Task requirements: Tally the lines in these records that hold the string "dead", and reply with the number alone.

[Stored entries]
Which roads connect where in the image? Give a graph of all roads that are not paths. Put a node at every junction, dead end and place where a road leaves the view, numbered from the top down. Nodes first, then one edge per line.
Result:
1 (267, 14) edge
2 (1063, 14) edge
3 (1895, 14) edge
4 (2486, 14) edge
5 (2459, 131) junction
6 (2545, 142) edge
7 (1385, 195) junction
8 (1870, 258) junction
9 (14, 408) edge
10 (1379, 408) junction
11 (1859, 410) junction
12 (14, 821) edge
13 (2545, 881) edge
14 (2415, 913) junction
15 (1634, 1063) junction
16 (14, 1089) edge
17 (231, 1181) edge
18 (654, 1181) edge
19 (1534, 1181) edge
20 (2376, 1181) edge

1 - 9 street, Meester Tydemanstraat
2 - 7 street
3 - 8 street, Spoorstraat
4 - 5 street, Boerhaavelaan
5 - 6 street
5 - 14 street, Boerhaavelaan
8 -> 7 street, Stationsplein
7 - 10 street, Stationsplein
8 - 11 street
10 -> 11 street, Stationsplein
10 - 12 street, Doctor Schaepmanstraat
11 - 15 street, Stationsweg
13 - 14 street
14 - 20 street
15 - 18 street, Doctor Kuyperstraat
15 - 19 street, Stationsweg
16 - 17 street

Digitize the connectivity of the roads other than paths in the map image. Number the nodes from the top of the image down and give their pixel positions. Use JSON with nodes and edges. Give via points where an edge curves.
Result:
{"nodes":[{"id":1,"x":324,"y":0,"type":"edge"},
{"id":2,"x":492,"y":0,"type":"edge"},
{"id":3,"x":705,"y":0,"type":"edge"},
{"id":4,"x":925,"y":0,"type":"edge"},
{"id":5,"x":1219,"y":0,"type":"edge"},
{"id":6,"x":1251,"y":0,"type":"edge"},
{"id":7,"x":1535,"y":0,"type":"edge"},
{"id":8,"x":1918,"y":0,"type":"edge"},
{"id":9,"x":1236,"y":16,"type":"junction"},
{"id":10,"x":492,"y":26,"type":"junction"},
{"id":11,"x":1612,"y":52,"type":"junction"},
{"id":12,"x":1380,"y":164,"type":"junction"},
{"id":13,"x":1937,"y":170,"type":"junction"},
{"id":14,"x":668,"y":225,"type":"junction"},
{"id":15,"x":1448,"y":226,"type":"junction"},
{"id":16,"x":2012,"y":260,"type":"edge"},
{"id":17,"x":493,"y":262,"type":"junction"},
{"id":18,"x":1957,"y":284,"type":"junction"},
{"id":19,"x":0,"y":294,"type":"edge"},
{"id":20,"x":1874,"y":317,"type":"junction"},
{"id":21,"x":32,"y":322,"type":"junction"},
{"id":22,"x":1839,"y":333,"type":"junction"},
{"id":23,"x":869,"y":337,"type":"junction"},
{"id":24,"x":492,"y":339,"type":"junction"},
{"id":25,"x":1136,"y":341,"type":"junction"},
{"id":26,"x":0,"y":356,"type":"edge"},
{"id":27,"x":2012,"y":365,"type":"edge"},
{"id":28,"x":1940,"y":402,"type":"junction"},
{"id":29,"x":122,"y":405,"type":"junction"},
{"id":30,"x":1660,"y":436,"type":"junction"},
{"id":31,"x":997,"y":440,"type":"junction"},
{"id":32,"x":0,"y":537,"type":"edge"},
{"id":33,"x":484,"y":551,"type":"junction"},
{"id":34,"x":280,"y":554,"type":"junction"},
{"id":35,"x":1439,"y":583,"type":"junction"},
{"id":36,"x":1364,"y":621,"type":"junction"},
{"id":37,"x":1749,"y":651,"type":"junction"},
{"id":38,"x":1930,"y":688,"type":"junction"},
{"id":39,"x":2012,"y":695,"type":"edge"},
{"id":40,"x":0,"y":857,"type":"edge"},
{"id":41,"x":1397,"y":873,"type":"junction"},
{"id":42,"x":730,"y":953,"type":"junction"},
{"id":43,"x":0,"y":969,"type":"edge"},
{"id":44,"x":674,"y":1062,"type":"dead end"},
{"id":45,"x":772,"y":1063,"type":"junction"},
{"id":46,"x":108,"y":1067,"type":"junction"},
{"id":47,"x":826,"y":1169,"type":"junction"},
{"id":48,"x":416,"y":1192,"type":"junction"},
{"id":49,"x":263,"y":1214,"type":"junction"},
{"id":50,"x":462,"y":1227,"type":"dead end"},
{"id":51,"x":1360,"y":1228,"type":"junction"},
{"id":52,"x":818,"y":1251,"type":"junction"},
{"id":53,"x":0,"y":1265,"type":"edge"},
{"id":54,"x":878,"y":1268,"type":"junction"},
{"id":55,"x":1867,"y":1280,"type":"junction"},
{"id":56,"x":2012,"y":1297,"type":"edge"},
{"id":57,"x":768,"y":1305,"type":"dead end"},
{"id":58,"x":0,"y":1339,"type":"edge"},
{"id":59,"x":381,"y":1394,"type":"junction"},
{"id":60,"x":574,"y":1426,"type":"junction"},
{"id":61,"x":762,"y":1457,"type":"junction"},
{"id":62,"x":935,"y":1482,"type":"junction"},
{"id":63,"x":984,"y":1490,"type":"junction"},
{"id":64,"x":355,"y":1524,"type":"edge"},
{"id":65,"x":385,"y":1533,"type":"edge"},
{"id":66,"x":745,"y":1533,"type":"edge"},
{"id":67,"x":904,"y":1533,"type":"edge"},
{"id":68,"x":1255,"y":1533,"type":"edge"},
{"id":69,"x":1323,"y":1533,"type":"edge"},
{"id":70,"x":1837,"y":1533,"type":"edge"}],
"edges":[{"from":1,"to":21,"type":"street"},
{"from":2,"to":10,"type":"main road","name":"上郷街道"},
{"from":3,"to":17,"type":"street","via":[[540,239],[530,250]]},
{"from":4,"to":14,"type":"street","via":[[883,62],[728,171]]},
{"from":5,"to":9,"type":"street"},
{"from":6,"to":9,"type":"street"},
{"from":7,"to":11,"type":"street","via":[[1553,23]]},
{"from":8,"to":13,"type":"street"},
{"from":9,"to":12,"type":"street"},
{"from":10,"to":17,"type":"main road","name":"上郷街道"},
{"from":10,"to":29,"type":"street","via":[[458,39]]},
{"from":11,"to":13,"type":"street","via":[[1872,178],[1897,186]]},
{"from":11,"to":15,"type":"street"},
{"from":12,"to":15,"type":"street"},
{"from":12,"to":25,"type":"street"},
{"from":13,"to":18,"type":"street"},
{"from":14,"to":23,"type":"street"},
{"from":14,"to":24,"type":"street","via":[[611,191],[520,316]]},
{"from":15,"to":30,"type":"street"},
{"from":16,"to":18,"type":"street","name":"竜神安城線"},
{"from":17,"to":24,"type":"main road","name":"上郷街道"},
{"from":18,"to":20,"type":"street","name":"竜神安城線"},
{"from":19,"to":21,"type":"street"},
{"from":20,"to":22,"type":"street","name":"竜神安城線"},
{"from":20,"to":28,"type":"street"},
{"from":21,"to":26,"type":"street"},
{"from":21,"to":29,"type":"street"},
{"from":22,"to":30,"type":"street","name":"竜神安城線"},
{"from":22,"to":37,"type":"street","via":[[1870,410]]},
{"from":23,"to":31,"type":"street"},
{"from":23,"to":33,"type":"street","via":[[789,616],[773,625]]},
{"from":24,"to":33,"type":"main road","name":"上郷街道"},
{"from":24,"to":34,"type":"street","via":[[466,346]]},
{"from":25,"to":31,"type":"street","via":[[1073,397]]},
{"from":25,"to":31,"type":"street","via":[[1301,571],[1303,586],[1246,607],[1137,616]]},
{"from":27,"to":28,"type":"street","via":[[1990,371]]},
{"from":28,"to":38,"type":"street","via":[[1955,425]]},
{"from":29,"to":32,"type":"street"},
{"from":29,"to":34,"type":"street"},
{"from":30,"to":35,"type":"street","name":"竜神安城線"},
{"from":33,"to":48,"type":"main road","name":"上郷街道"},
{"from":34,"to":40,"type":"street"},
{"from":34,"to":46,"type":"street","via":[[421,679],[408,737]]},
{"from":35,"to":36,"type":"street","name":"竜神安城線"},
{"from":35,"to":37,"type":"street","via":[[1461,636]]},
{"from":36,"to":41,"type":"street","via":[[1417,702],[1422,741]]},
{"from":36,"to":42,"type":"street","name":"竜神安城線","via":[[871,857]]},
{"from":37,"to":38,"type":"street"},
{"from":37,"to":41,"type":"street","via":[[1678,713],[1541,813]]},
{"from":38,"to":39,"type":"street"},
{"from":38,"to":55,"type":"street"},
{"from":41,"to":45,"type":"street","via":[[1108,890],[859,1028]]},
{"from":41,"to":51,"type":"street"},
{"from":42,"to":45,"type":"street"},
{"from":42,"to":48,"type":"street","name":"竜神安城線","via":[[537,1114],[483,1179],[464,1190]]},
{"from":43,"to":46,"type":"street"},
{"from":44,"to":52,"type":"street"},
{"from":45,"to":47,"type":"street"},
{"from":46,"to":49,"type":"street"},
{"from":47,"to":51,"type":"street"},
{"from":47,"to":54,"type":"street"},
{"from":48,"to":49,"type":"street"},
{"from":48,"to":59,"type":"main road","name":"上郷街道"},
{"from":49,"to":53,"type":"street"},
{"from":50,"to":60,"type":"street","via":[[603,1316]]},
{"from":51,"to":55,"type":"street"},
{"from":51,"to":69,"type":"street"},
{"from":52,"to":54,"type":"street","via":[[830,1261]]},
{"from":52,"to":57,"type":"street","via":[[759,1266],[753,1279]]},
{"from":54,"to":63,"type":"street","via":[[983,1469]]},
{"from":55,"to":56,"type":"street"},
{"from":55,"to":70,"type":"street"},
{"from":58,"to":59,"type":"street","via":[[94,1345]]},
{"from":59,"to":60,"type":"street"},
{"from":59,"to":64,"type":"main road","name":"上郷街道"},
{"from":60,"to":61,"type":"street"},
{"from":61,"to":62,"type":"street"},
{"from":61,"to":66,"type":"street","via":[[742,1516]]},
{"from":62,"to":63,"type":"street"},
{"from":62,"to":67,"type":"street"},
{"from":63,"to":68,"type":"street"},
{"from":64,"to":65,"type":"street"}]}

Result: 4